Look through the entries below and count the lines that contain "AVENUE". Reply with that number only.

Collected data:
#####
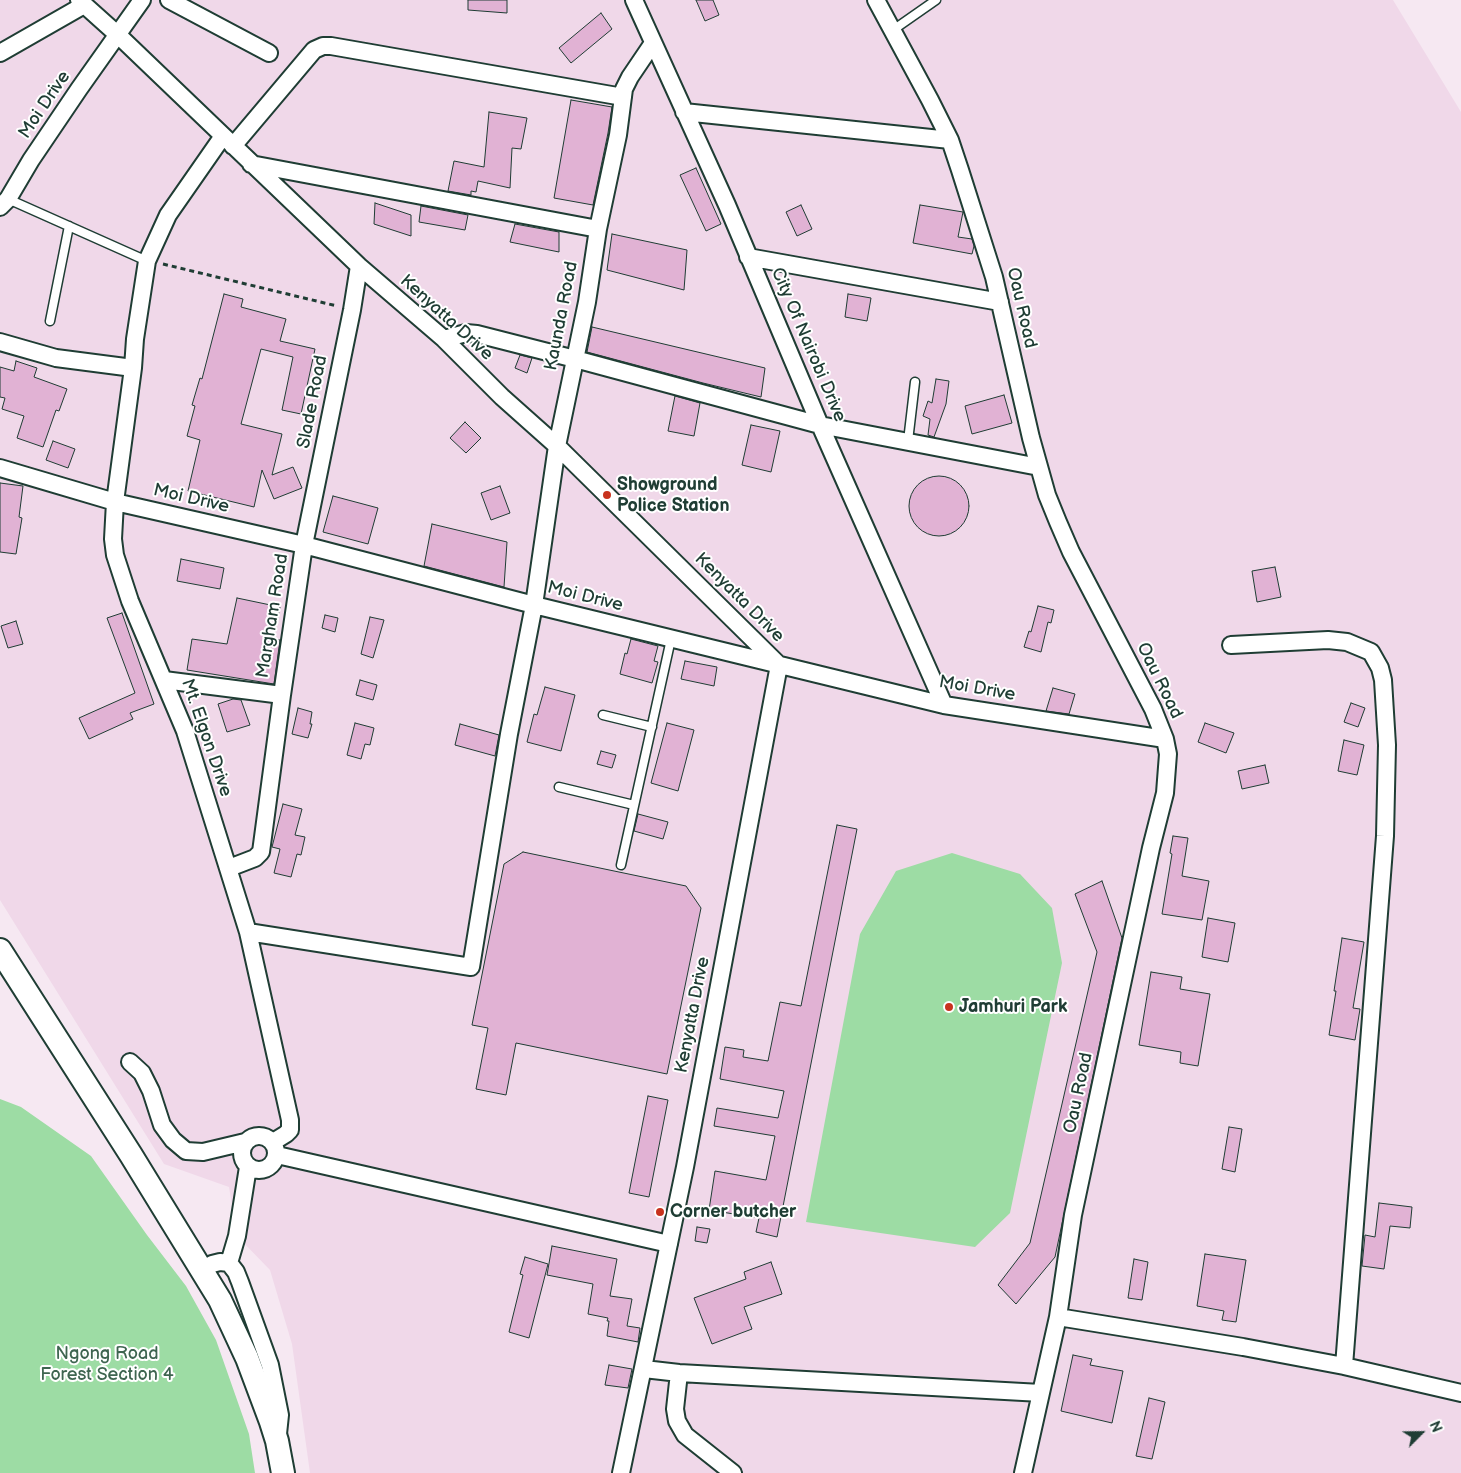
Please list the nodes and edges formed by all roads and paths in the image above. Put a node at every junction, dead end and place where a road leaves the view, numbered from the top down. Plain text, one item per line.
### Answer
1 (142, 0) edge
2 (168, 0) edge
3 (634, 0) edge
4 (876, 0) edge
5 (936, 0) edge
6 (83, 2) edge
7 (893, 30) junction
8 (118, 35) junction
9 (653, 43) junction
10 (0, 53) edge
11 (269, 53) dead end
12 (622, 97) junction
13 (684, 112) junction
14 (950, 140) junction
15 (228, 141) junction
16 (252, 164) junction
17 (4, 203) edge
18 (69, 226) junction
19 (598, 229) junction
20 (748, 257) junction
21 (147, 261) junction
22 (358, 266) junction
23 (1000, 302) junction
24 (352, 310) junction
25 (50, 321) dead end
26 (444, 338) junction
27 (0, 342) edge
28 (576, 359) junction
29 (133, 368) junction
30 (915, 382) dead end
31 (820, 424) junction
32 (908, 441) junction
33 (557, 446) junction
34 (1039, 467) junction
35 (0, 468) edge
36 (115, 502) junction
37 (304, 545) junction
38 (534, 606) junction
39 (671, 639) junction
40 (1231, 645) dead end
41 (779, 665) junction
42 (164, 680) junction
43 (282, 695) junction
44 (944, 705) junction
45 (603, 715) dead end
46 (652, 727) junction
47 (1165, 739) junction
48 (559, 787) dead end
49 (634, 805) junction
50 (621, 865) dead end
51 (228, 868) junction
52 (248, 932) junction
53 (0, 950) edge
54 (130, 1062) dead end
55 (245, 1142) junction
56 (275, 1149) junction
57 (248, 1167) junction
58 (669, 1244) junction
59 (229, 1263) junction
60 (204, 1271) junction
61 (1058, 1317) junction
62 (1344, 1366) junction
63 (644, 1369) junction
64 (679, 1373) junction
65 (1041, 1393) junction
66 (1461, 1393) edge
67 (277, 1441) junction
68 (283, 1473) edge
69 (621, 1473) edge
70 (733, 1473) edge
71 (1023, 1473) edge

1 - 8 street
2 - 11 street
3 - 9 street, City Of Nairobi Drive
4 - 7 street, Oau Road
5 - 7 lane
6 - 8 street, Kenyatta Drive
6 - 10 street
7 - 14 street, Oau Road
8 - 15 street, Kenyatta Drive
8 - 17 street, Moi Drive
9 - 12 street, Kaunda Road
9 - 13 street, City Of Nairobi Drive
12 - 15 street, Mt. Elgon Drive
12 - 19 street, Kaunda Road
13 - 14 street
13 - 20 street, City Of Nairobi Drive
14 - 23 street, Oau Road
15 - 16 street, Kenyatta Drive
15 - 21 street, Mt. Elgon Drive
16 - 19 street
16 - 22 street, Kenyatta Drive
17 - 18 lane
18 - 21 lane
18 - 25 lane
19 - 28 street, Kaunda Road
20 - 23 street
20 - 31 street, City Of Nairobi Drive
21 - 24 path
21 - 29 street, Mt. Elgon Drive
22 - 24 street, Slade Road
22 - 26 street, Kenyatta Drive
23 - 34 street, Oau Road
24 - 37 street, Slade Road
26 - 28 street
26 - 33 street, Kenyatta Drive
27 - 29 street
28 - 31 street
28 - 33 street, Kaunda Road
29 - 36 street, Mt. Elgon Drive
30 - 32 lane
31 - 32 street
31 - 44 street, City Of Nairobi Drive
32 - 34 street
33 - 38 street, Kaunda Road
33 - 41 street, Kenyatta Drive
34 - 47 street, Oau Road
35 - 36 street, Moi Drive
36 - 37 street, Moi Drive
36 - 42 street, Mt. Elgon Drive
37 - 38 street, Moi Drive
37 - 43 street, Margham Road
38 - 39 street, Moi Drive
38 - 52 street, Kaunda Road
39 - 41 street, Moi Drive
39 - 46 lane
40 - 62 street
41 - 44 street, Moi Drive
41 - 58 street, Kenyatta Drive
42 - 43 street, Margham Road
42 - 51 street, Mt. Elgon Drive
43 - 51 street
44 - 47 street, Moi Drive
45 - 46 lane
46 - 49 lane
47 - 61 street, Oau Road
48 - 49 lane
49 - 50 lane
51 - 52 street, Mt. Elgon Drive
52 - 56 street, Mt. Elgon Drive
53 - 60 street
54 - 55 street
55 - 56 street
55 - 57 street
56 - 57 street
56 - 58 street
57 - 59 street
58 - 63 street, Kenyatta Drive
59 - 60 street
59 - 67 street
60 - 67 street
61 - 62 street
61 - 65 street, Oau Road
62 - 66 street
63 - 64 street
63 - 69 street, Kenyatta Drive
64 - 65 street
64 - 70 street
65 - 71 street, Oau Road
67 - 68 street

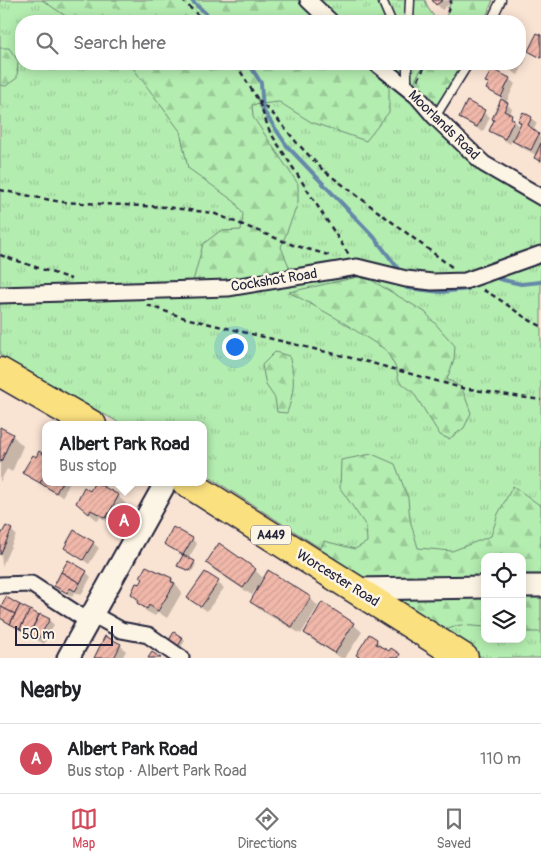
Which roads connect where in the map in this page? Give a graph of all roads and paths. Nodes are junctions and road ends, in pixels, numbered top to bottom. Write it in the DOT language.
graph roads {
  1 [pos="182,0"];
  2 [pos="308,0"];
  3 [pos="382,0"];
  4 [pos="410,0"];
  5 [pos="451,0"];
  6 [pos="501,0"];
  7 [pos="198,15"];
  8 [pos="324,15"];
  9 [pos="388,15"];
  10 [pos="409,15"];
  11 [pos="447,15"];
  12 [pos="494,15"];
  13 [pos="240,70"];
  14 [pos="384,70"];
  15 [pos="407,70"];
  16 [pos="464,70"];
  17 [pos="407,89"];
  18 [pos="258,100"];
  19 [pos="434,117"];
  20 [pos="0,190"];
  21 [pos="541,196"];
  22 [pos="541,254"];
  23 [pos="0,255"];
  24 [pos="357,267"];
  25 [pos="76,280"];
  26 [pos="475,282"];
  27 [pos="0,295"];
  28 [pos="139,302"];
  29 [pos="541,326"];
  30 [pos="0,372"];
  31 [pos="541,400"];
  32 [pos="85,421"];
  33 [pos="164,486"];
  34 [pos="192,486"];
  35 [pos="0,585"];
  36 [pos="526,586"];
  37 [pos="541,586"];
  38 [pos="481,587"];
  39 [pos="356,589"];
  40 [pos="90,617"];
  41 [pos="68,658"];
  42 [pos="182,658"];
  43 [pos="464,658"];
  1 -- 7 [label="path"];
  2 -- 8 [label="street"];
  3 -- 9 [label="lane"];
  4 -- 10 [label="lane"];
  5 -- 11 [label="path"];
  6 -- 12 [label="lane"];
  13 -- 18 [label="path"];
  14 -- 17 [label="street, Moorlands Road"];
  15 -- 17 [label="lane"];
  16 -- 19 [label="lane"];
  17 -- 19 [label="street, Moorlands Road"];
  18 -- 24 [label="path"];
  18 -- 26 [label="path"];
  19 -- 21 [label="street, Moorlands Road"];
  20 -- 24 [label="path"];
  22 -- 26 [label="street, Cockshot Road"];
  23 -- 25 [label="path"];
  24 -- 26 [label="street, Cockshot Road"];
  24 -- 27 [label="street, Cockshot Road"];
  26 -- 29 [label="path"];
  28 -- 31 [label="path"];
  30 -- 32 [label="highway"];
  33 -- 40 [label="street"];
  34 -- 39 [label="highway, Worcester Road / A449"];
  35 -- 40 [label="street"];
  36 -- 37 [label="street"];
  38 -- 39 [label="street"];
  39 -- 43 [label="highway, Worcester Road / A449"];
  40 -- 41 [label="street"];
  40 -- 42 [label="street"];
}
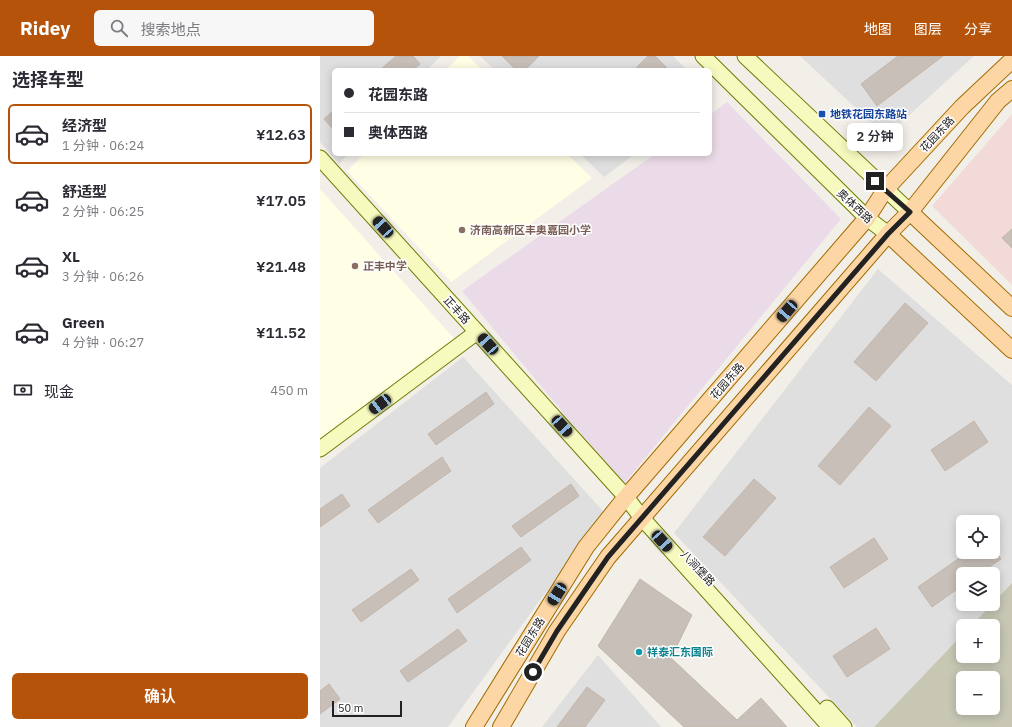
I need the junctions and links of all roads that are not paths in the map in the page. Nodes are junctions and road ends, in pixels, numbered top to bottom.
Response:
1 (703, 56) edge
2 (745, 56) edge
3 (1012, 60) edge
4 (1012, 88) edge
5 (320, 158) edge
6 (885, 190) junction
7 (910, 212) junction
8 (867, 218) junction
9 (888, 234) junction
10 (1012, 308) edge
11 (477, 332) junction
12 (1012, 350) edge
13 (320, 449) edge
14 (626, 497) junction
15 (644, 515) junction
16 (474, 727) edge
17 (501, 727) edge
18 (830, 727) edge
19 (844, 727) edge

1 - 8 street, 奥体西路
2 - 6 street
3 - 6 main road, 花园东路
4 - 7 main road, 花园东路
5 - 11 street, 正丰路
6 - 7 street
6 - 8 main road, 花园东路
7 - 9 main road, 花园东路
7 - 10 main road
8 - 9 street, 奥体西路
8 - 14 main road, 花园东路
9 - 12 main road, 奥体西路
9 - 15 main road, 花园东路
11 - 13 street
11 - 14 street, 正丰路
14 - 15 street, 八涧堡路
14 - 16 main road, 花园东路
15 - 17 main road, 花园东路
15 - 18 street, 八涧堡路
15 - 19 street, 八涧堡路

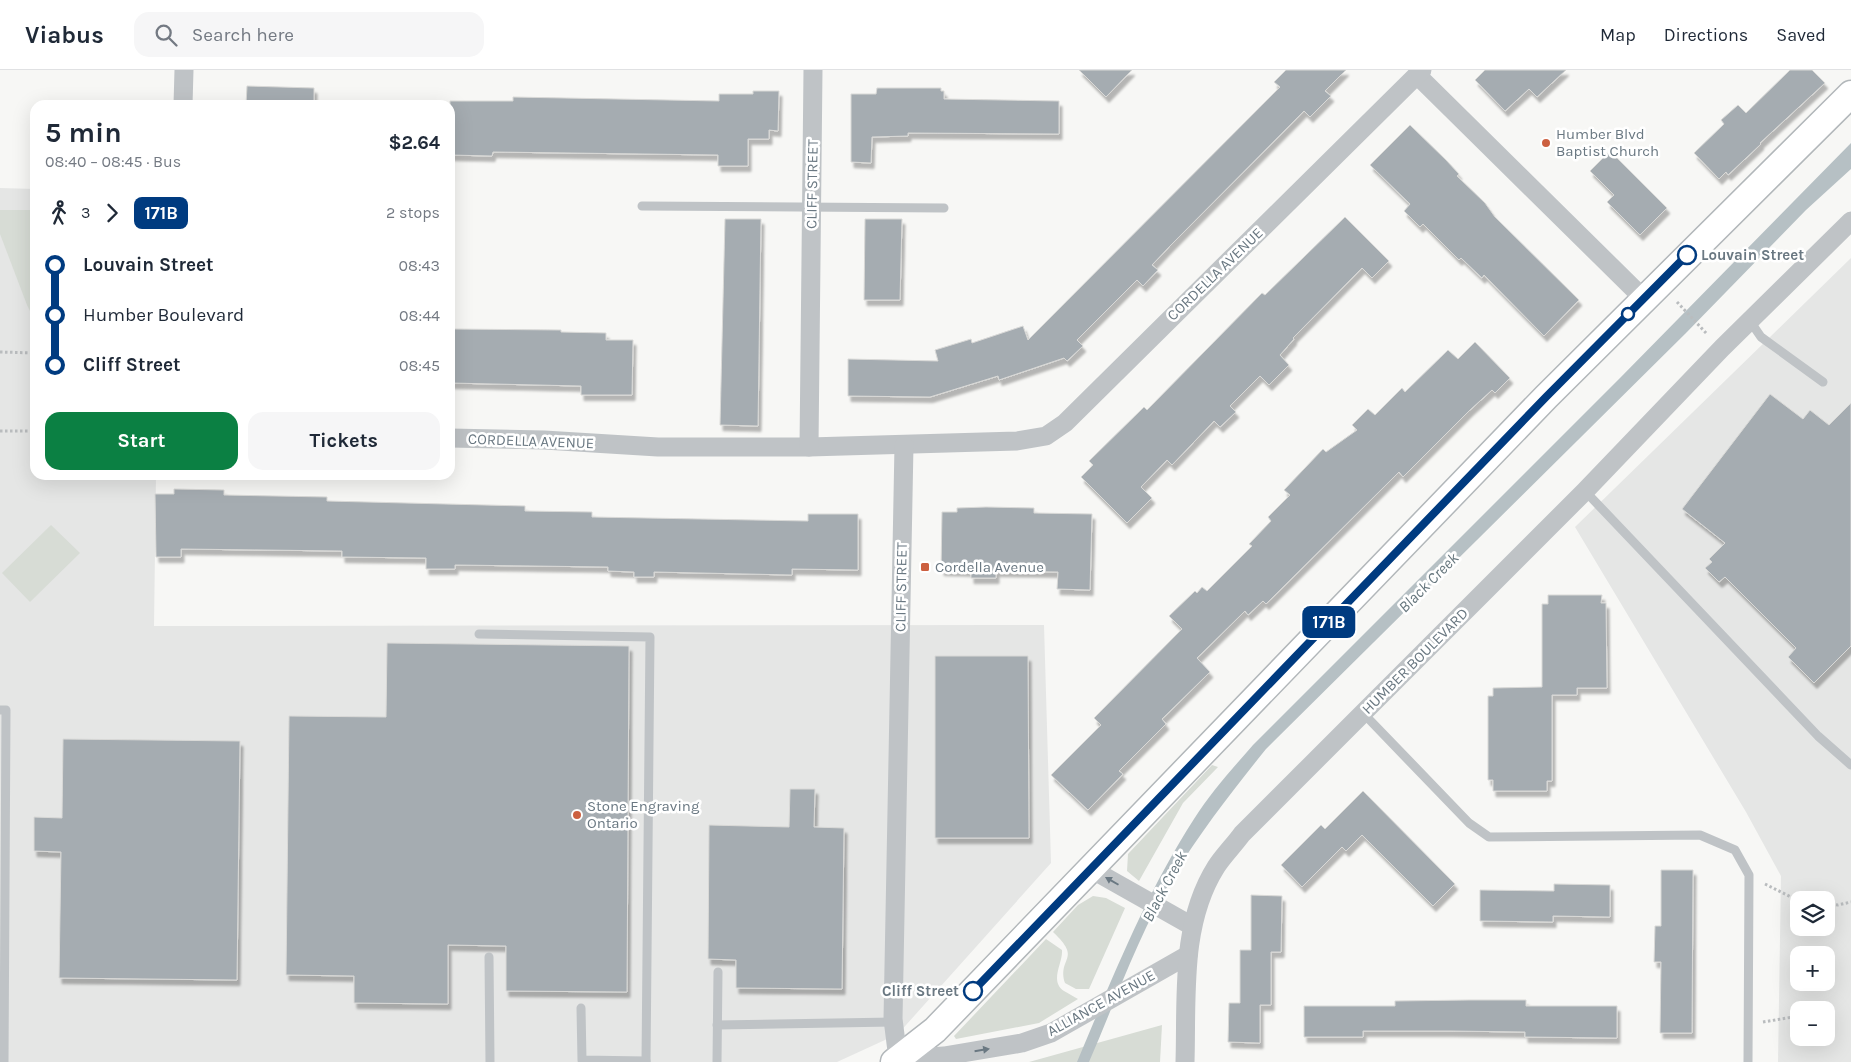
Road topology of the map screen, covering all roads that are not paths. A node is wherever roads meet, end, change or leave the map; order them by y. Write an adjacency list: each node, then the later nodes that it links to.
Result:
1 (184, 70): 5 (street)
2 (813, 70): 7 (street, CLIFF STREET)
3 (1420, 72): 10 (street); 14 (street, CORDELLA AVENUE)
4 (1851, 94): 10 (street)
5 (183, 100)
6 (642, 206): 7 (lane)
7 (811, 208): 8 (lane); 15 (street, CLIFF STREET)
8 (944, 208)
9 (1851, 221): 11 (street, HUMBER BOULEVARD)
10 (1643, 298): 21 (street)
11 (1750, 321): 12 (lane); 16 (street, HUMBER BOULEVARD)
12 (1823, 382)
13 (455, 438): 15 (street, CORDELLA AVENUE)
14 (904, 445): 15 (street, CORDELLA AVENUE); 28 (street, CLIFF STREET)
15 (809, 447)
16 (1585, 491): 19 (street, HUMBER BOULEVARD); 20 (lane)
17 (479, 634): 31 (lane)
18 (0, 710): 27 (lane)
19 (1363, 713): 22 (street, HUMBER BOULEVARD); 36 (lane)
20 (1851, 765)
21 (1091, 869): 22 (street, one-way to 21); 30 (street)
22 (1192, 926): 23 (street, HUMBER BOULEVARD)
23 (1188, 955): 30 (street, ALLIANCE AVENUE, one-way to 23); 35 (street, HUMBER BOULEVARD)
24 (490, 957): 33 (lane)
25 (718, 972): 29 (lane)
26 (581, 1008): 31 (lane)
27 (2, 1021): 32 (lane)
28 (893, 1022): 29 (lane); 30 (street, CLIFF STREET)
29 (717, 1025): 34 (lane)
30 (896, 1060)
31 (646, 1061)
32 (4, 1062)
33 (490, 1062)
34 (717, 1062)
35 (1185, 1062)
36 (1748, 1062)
#####
Output:
4